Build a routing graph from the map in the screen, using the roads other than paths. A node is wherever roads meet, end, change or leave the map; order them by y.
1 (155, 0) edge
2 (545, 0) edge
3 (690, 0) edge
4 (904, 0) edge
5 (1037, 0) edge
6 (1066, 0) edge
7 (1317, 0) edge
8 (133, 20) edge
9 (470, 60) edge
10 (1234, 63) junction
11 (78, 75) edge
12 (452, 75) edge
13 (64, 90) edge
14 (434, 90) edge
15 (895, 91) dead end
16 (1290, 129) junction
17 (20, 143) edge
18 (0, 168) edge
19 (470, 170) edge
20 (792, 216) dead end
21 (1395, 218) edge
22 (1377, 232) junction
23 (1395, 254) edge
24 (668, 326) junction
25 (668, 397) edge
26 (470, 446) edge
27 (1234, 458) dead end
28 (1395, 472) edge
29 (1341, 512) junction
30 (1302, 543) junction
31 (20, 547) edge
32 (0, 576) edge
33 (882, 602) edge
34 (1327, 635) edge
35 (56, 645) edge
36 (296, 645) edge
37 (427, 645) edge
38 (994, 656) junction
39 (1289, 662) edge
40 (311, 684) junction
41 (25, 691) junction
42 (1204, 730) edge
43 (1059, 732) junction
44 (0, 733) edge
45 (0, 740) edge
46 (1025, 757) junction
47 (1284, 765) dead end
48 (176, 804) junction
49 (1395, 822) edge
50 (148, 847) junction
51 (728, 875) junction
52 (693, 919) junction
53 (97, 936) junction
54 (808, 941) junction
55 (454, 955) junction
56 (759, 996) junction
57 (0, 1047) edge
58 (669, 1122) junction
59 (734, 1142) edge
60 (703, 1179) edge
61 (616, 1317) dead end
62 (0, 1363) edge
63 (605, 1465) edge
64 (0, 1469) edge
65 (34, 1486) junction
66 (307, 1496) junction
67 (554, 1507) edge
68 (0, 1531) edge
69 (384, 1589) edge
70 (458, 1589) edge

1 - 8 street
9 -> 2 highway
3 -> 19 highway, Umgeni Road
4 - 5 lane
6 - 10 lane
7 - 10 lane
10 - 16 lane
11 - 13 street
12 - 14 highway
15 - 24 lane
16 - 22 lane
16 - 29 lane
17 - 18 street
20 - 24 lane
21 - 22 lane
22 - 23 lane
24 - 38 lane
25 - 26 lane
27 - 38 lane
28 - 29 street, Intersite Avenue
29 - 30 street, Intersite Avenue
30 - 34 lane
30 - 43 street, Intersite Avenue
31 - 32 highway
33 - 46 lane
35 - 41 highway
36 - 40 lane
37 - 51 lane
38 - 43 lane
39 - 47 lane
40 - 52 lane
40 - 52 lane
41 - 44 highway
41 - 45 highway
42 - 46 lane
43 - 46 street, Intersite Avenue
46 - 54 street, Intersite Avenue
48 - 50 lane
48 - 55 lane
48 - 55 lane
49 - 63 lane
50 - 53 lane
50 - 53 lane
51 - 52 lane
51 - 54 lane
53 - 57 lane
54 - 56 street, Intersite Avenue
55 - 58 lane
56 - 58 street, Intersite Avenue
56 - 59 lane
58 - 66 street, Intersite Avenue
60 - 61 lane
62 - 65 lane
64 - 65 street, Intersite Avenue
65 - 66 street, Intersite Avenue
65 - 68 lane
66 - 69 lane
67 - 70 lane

= = = = = = =

The records are to be retyped exactly. No line may be skipped.

Build a routing graph from the map in the screen, using the roads other than paths. A node is wherever roads meet, end, change or leave the map; order them by y.
1 (155, 0) edge
2 (545, 0) edge
3 (690, 0) edge
4 (904, 0) edge
5 (1037, 0) edge
6 (1066, 0) edge
7 (1317, 0) edge
8 (133, 20) edge
9 (470, 60) edge
10 (1234, 63) junction
11 (78, 75) edge
12 (452, 75) edge
13 (64, 90) edge
14 (434, 90) edge
15 (895, 91) dead end
16 (1290, 129) junction
17 (20, 143) edge
18 (0, 168) edge
19 (470, 170) edge
20 (792, 216) dead end
21 (1395, 218) edge
22 (1377, 232) junction
23 (1395, 254) edge
24 (668, 326) junction
25 (668, 397) edge
26 (470, 446) edge
27 (1234, 458) dead end
28 (1395, 472) edge
29 (1341, 512) junction
30 (1302, 543) junction
31 (20, 547) edge
32 (0, 576) edge
33 (882, 602) edge
34 (1327, 635) edge
35 (56, 645) edge
36 (296, 645) edge
37 (427, 645) edge
38 (994, 656) junction
39 (1289, 662) edge
40 (311, 684) junction
41 (25, 691) junction
42 (1204, 730) edge
43 (1059, 732) junction
44 (0, 733) edge
45 (0, 740) edge
46 (1025, 757) junction
47 (1284, 765) dead end
48 (176, 804) junction
49 (1395, 822) edge
50 (148, 847) junction
51 (728, 875) junction
52 (693, 919) junction
53 (97, 936) junction
54 (808, 941) junction
55 (454, 955) junction
56 (759, 996) junction
57 (0, 1047) edge
58 (669, 1122) junction
59 (734, 1142) edge
60 (703, 1179) edge
61 (616, 1317) dead end
62 (0, 1363) edge
63 (605, 1465) edge
64 (0, 1469) edge
65 (34, 1486) junction
66 (307, 1496) junction
67 (554, 1507) edge
68 (0, 1531) edge
69 (384, 1589) edge
70 (458, 1589) edge

1 - 8 street
9 -> 2 highway
3 -> 19 highway, Umgeni Road
4 - 5 lane
6 - 10 lane
7 - 10 lane
10 - 16 lane
11 - 13 street
12 - 14 highway
15 - 24 lane
16 - 22 lane
16 - 29 lane
17 - 18 street
20 - 24 lane
21 - 22 lane
22 - 23 lane
24 - 38 lane
25 - 26 lane
27 - 38 lane
28 - 29 street, Intersite Avenue
29 - 30 street, Intersite Avenue
30 - 34 lane
30 - 43 street, Intersite Avenue
31 - 32 highway
33 - 46 lane
35 - 41 highway
36 - 40 lane
37 - 51 lane
38 - 43 lane
39 - 47 lane
40 - 52 lane
40 - 52 lane
41 - 44 highway
41 - 45 highway
42 - 46 lane
43 - 46 street, Intersite Avenue
46 - 54 street, Intersite Avenue
48 - 50 lane
48 - 55 lane
48 - 55 lane
49 - 63 lane
50 - 53 lane
50 - 53 lane
51 - 52 lane
51 - 54 lane
53 - 57 lane
54 - 56 street, Intersite Avenue
55 - 58 lane
56 - 58 street, Intersite Avenue
56 - 59 lane
58 - 66 street, Intersite Avenue
60 - 61 lane
62 - 65 lane
64 - 65 street, Intersite Avenue
65 - 66 street, Intersite Avenue
65 - 68 lane
66 - 69 lane
67 - 70 lane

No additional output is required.